Il
ragazzo che amava Anna Frank
“C''è una voglia forte nociva nella gente: è la voglia di fare arrabbiare, di uccidere
ed assassinare”. Queste sono le parole di una ragazza di tredici anni, che è morta durante l''infame guerra dei nazisti.
Il “diario di Anna Frank” è il libro che riporta le memorie di une giovane donna, Anna Frank, che ha vissuto nascondendosi dai nazisti ad Amsterdam con un gruppo di persone. Estratti del suo giornale intimo intitolato “HETCH TERHUIS” (“la dépendance” segreta) sono stati pubblicati nel 1947. Il libro ha ispirato delle opere teatrali, romanzi, dei film e degli articoli di giornali…ed è già stato pubblicato in più di 50 lingue avendo stabilito un record di vendita de plus più di 31 milioni di copie.
"Il
ragazzo che amava Anna Frank" è un
romanzo di finzione storico scritto dalla scrittrice Ellen Feldman. L''autore, in visita nella casa di Anna Frank, in Olanda, ha appreso dalla guida turistica che ogni persona che si era rifugiata in via Prinzengrach, n. 263 ad Amsterdam era morta eccetto Peter Van Pels, il ragazzo che amava Anna. Ed è così che Ellen Feldman ha avuto l''idea di scrivere un romanzo. Leggendo il giornale dove Anna aveva riportato una conversazione con Peter, Feldman scoprì che Peter, nel caso fosse sopravissuto alla guerra, desiderava andarsene via per poter vivere in un luogo dove nessuno lo avrebbe conosciuto e dove avrebbe anche dimenticato di essere ebreo. Il 16 febbraio 1944, Anna ha scritto "Perter ha detto che la vita sarebbe stata più facile se fosse stato cristiano o potesse diventarlo dopo la guerra." L''autrice, nonostante abbia scoperto più tardi che Peter morì il 5 maggio 1945, 3 giorni prima della fine della guerra a Mauthausan all’età di 19 anni e che Anna morì di tifo a Bergen Belsen all’età di 15 anni, ha deciso di immaginare ciò che sarebbe avvenuto se Peter avesse realizzato il suo sogno.
“Il ragazzo che amava Anna Frank” è un romanzo unico e molto interessante, un capo-lavoro che non racconta soltanto la storia di Anna Frank, ma anche la disperazione che gli ebrei hanno testimoniato. In questa storia, dopo la liberazione Peter, torturato e sconvolto, ha seppellito il suo passato ed è riuscito ad arrivare a New-York. Si è presentato come cristiano di Amsterdam e come una vittima. Si è investo in un affare di costruzione di case ed si è impegnato molto per vivere una vita soddisfacente. Nessuno ha mai conosciuto la sua vera identità, neppure sua moglie Madeleine, chi, guarda caso, era una bella donna ebrea che ha cresciuto i suoi tre bambini. Ma improvvisamente la sua vita è cambiata, quando vede Madeleine leggere nuovo libro che è stato pubblicato “il diario di una giovane donna”. Peter fu terrorizzato. Ha fatto degli sforzi enormi per nascondersi, per non tradire il suo stato d’animo. Tuttavia, non ha mai avuto il coraggio di rivelare la verità.

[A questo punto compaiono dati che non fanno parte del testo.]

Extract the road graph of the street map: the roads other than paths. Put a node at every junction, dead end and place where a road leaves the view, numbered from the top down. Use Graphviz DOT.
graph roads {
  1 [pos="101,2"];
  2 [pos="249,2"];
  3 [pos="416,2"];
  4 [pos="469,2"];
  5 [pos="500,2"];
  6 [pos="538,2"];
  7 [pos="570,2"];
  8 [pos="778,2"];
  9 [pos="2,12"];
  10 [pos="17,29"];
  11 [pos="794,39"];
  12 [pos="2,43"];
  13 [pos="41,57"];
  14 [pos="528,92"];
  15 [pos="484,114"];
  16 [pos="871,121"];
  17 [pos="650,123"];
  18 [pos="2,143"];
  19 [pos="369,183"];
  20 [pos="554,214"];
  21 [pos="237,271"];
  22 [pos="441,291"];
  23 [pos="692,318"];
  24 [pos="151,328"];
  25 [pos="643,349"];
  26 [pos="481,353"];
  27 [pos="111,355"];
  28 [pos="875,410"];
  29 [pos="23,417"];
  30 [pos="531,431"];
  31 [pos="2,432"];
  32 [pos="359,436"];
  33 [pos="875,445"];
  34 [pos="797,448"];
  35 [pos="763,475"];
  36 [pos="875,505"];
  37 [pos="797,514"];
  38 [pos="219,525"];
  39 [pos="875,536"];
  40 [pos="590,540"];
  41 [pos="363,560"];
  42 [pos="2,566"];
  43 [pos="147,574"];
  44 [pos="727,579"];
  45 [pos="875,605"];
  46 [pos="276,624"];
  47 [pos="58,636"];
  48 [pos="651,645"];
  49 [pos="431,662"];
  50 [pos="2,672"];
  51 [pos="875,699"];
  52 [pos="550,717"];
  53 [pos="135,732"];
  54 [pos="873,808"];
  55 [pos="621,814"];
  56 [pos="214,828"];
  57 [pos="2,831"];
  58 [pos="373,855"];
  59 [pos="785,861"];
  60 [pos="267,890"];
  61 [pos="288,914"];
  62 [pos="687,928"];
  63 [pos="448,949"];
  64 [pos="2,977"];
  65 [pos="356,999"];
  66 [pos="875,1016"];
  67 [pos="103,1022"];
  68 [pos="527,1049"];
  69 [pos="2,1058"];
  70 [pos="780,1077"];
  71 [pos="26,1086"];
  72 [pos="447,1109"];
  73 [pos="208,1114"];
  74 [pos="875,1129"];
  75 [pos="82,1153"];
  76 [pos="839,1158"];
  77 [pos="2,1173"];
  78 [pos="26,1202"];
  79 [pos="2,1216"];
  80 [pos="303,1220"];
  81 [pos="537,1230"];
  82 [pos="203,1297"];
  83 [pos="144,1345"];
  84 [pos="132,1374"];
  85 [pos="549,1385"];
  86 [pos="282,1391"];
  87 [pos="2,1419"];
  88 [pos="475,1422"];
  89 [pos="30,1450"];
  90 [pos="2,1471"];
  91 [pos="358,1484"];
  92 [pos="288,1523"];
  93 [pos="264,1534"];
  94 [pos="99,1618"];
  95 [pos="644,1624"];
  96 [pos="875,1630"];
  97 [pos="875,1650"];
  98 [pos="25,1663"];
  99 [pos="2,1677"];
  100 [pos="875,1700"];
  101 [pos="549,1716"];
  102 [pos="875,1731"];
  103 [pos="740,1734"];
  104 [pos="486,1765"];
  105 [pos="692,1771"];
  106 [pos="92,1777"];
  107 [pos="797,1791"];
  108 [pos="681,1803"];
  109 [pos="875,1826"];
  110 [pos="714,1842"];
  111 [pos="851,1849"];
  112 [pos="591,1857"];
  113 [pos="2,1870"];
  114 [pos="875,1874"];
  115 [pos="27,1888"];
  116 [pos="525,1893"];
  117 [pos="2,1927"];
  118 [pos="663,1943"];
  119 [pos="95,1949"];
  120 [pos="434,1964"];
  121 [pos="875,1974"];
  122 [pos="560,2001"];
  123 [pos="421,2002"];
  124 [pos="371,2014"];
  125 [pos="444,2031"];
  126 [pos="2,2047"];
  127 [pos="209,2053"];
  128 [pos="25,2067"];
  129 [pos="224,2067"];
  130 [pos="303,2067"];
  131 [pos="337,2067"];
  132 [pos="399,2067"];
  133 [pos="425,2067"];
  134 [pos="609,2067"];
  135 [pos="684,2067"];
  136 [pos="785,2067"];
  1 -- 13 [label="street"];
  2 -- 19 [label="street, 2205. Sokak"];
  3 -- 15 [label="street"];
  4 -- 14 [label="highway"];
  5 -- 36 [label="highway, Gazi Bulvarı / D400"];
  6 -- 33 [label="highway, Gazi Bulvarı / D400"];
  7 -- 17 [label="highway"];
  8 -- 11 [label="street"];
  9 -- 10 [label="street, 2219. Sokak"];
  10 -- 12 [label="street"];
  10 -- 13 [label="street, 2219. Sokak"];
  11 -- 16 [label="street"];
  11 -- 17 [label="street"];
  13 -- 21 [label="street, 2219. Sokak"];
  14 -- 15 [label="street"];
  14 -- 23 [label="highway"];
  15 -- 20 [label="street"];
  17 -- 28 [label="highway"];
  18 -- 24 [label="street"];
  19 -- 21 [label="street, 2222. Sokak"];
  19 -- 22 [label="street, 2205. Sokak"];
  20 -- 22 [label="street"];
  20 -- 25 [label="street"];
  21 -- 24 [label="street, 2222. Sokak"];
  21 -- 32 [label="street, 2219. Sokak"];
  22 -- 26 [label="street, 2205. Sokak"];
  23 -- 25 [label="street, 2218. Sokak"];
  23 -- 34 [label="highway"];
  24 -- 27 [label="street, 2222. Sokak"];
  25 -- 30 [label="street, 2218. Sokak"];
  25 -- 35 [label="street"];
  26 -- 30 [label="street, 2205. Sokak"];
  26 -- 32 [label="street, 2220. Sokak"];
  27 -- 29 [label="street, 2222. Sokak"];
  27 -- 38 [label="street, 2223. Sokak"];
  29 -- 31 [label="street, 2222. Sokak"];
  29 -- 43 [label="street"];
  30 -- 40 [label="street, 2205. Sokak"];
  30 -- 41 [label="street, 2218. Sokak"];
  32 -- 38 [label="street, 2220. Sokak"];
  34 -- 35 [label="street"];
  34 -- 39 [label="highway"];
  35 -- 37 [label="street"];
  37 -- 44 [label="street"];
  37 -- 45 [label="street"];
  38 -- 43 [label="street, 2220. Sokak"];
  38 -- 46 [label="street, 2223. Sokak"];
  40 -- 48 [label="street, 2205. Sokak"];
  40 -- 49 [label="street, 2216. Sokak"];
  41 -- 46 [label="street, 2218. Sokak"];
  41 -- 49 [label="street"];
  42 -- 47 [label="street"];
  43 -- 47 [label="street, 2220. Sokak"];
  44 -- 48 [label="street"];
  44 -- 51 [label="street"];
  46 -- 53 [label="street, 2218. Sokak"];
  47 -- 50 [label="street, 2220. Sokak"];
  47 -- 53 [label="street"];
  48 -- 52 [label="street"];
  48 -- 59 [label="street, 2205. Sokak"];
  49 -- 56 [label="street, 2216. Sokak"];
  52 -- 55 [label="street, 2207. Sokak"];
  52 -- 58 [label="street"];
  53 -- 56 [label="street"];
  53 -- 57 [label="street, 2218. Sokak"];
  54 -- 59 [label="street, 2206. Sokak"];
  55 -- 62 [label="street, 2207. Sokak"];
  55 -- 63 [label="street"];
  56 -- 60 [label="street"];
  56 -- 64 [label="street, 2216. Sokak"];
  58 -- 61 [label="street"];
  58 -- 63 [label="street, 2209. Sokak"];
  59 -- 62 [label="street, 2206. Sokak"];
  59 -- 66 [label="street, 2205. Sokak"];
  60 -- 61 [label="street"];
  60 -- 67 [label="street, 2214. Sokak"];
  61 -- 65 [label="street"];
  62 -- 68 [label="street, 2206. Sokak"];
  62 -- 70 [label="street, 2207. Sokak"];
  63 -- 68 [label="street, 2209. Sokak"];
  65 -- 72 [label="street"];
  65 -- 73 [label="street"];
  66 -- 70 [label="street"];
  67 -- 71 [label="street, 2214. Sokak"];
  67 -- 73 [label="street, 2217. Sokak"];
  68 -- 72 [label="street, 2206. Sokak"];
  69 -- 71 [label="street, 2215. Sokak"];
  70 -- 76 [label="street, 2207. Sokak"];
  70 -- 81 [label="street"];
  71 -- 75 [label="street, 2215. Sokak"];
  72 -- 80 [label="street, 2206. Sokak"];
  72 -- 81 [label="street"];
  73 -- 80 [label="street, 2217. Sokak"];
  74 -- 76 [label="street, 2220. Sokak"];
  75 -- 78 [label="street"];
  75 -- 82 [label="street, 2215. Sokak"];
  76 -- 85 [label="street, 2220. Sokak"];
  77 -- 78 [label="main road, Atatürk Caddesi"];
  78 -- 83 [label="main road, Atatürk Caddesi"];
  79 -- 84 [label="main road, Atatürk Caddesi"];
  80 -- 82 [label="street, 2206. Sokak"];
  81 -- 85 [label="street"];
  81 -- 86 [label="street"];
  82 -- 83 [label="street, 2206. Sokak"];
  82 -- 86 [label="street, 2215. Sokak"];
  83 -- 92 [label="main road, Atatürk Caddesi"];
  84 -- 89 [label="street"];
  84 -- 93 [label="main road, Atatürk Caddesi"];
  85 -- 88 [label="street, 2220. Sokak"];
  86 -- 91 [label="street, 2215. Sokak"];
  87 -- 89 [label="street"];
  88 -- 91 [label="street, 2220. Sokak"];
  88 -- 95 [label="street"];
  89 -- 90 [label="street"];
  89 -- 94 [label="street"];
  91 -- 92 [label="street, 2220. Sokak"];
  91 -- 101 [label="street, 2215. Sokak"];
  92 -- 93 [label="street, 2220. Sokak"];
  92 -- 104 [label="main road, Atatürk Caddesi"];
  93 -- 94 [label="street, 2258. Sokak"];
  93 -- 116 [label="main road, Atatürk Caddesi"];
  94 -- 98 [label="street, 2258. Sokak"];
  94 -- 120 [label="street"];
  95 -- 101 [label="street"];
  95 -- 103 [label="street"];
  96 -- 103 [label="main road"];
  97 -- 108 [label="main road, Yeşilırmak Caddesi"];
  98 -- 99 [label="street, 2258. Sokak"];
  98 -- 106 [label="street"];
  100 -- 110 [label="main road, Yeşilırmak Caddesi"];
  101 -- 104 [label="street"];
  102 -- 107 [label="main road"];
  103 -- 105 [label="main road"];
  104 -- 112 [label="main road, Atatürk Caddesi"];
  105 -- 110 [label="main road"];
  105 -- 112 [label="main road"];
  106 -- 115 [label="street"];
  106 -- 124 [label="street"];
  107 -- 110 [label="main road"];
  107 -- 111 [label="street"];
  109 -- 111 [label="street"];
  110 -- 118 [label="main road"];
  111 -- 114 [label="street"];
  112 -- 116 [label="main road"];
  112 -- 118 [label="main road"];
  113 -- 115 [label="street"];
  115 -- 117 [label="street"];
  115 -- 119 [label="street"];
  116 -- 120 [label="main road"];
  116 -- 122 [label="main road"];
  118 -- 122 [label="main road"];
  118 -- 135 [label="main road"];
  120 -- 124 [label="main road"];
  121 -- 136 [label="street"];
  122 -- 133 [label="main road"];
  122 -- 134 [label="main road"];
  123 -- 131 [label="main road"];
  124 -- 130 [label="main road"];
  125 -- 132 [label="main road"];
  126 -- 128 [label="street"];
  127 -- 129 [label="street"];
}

Ma quando ha saputo che il diario mancava di rispetto a suo padre, Peter ha pianto e ha rivelato il segreto agli altri. Peter ha detto la verità, però eccetto sua moglie, nessuno lo ha creduto, neppure il padre di Anna Frank. Le sue relazioni in Europa non riescono a riconoscerlo.
La storia di Peter è un romanzo storico della Feldman che racconta la vita di Peter dopo la guerra. Nonostante sia stato torturato e spinto ad un passo della morte, l’autrice scrive: ”credo sempre che la gente è buona nel cuore del proprio cuore”.